The global symbol table allows users to define variables and functions in query strings.

In Python, the Deephaven Query Language resolves variables using the current global symbol table, which can be accessed using globals().

Syntax

globals()[name] = value

Examples

note

Variable names and function names are case-sensitive.

Manually add variables

In the following example, the variable a is manually added and assigned the value 7.

from deephaven import empty_table

globals()["a"] = 7

result = empty_table(5).update(formulas=["Y = a"])

This variable can be used inside a query string.

from deephaven import new_table
from deephaven.column import int_col

globals()["a"] = 7

source = new_table([int_col("A", [1, 2, 3])])

result = source.update(formulas=["X = 2 + 3 * sqrt(A) + a"])

Automatically add variables

At the top level of a program, variables are automatically added to the global symbol table.

In the following example, a program contains b = 3 at the top level, so the global symbol table will also contain the name b with a value of 3.

from deephaven import empty_table

b = 3
result = empty_table(5).update(formulas=["Y = b"])

This variable can be used inside a query string.

from deephaven import new_table
from deephaven.column import int_col
b = 3

source = new_table([int_col("A", [1, 2, 3])])

result = source.update(formulas=["X = 2 + 3 * sqrt(A) + b"])

User-defined functions in a query string

Programming languages frequently implement functions as callable objects.
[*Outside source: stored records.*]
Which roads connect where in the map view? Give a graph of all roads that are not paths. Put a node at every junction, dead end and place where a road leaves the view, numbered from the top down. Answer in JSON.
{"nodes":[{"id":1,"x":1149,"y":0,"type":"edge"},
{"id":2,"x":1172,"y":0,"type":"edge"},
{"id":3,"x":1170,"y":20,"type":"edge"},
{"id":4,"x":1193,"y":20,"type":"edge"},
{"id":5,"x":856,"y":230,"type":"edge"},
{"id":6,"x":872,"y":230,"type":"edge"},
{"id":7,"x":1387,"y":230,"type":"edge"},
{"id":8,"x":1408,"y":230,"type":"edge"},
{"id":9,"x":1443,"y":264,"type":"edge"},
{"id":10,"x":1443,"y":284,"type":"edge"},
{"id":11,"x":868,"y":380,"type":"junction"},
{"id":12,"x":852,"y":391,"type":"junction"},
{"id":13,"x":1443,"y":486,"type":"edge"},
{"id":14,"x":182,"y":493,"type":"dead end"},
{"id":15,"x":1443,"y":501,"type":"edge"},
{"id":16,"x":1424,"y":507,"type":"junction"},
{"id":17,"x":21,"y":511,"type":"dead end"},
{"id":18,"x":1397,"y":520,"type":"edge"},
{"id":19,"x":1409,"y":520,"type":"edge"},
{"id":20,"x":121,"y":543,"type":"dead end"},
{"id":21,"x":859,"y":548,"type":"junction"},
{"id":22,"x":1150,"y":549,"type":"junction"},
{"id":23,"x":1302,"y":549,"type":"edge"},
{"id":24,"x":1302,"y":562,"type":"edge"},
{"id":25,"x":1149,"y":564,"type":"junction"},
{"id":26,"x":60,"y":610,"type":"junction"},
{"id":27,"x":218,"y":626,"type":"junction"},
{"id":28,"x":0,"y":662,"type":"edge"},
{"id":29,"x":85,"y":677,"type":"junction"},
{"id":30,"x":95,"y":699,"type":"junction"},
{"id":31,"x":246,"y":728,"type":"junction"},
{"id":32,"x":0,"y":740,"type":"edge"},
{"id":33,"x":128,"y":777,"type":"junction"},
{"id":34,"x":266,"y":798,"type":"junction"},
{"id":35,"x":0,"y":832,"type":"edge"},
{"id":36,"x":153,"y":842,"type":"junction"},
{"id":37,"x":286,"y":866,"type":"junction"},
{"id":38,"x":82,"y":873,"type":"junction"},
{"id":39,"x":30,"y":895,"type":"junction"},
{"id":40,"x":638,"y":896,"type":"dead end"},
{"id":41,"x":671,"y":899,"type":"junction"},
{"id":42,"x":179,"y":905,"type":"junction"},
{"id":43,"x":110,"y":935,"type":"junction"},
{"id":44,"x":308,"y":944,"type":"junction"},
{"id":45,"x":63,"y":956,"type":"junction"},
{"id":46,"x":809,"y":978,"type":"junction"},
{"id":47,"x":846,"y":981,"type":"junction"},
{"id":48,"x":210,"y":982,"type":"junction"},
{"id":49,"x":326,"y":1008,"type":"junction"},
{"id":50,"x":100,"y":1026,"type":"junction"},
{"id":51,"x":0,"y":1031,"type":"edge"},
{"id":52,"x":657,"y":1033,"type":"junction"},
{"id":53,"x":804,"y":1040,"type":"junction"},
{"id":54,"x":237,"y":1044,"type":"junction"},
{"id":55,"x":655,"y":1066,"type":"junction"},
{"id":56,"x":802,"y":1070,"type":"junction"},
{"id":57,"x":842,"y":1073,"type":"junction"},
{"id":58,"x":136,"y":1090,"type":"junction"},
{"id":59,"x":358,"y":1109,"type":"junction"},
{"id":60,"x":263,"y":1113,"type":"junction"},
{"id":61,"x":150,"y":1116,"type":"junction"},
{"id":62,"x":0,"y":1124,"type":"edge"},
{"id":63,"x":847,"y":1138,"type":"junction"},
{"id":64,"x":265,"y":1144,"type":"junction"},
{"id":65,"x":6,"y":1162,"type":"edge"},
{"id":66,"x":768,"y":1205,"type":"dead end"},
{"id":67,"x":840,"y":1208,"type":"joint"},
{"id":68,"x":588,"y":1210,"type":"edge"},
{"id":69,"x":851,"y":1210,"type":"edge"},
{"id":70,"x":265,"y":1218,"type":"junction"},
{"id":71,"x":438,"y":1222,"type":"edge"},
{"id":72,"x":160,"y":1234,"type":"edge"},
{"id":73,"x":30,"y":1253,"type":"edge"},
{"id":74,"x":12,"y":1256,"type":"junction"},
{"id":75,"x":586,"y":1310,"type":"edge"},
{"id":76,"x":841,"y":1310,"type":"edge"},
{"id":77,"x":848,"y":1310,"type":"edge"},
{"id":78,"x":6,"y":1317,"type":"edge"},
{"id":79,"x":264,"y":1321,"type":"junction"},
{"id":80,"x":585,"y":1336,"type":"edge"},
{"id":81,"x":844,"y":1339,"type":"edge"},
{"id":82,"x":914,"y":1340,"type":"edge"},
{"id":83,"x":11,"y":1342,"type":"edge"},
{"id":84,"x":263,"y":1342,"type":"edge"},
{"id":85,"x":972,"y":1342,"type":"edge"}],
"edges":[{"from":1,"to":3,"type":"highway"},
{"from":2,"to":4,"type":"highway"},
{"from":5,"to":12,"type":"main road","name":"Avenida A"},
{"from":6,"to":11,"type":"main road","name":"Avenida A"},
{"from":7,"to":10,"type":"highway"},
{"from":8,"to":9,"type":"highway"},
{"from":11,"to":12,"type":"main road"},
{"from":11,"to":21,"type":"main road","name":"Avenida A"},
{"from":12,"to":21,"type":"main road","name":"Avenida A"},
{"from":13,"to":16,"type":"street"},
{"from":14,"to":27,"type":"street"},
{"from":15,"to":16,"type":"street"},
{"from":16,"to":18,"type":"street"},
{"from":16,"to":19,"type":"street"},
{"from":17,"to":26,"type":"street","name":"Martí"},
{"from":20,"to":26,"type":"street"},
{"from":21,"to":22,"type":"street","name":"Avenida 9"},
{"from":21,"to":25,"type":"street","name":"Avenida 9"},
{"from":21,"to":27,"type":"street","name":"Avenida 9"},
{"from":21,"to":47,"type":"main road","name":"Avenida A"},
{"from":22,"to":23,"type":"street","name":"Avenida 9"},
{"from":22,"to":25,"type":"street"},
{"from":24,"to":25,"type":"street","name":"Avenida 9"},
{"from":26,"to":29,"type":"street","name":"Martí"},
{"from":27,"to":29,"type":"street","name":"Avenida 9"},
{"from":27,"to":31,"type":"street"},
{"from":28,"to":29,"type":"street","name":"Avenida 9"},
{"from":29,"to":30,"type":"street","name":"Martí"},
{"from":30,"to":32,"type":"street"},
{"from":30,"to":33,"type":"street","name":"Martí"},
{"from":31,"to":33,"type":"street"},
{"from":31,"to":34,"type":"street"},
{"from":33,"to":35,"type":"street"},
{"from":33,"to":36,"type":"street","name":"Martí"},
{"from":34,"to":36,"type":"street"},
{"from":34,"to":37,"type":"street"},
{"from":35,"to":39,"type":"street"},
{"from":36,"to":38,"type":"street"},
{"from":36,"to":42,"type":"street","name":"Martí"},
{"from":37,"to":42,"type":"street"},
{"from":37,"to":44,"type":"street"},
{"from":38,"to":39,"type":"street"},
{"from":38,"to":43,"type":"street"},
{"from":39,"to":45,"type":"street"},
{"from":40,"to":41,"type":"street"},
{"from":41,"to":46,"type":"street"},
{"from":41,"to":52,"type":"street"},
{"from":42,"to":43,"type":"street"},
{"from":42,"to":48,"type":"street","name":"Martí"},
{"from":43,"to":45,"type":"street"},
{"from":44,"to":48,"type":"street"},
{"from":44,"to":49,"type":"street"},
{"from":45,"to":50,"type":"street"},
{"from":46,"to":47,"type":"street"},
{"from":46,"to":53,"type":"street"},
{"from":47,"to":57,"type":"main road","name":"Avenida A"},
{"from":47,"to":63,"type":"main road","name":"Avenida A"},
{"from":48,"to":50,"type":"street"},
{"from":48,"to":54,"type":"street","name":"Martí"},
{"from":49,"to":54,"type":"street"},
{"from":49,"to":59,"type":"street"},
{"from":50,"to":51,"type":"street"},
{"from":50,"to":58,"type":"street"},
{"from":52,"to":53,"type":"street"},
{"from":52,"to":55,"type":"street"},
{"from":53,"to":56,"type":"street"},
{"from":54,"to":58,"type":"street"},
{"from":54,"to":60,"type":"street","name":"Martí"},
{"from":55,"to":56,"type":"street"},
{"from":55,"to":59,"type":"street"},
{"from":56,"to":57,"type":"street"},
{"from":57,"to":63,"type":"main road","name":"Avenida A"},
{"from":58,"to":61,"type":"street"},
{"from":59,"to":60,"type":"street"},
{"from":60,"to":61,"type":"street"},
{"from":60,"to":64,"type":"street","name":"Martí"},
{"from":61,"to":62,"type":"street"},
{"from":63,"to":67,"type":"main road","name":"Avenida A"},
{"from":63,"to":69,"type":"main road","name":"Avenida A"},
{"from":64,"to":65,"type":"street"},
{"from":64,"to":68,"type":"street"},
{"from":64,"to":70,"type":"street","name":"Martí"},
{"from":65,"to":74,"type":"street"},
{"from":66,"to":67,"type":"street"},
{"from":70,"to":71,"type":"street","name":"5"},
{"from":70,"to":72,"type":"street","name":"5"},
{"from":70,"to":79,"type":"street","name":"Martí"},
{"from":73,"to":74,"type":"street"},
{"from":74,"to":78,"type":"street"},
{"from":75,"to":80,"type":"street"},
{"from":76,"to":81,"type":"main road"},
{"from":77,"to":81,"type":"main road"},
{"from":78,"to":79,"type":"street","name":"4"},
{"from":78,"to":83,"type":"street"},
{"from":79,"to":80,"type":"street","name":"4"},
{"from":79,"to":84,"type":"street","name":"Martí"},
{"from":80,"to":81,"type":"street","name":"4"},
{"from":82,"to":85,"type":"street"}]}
The global symbol table can make these callable objects available for use inside query strings.

In the following example, myFunction is defined and is called from the query string.

from deephaven import new_table
from deephaven.column import int_col
def myFunction(a):
return a * (a + 1)

source = new_table([int_col("A", [1, 2, 3])])

result = source.update(formulas=["X = 2 + 3 * (int)myFunction(A)"])

Encapsulated query logic in functions

One can encapsulate query logic within functions. Such functions may use variables in query strings. In these cases, the variables need to be manually added to the global symbol table.

In the following example, the compute function performs a query using the source table and the input parameter a. Here, a must be added to the global symbol table to be used in the query string.

from deephaven import new_table
from deephaven.column import int_col
def f(a, b):
return a * b
def compute(source, a):
globals()["a"] = a

return source.update(formulas=["X = (int)f(a, A)"])

source = new_table([int_col("A", [1, 2, 3])])

result1 = compute(source, 10)
result2 = compute(source, 3)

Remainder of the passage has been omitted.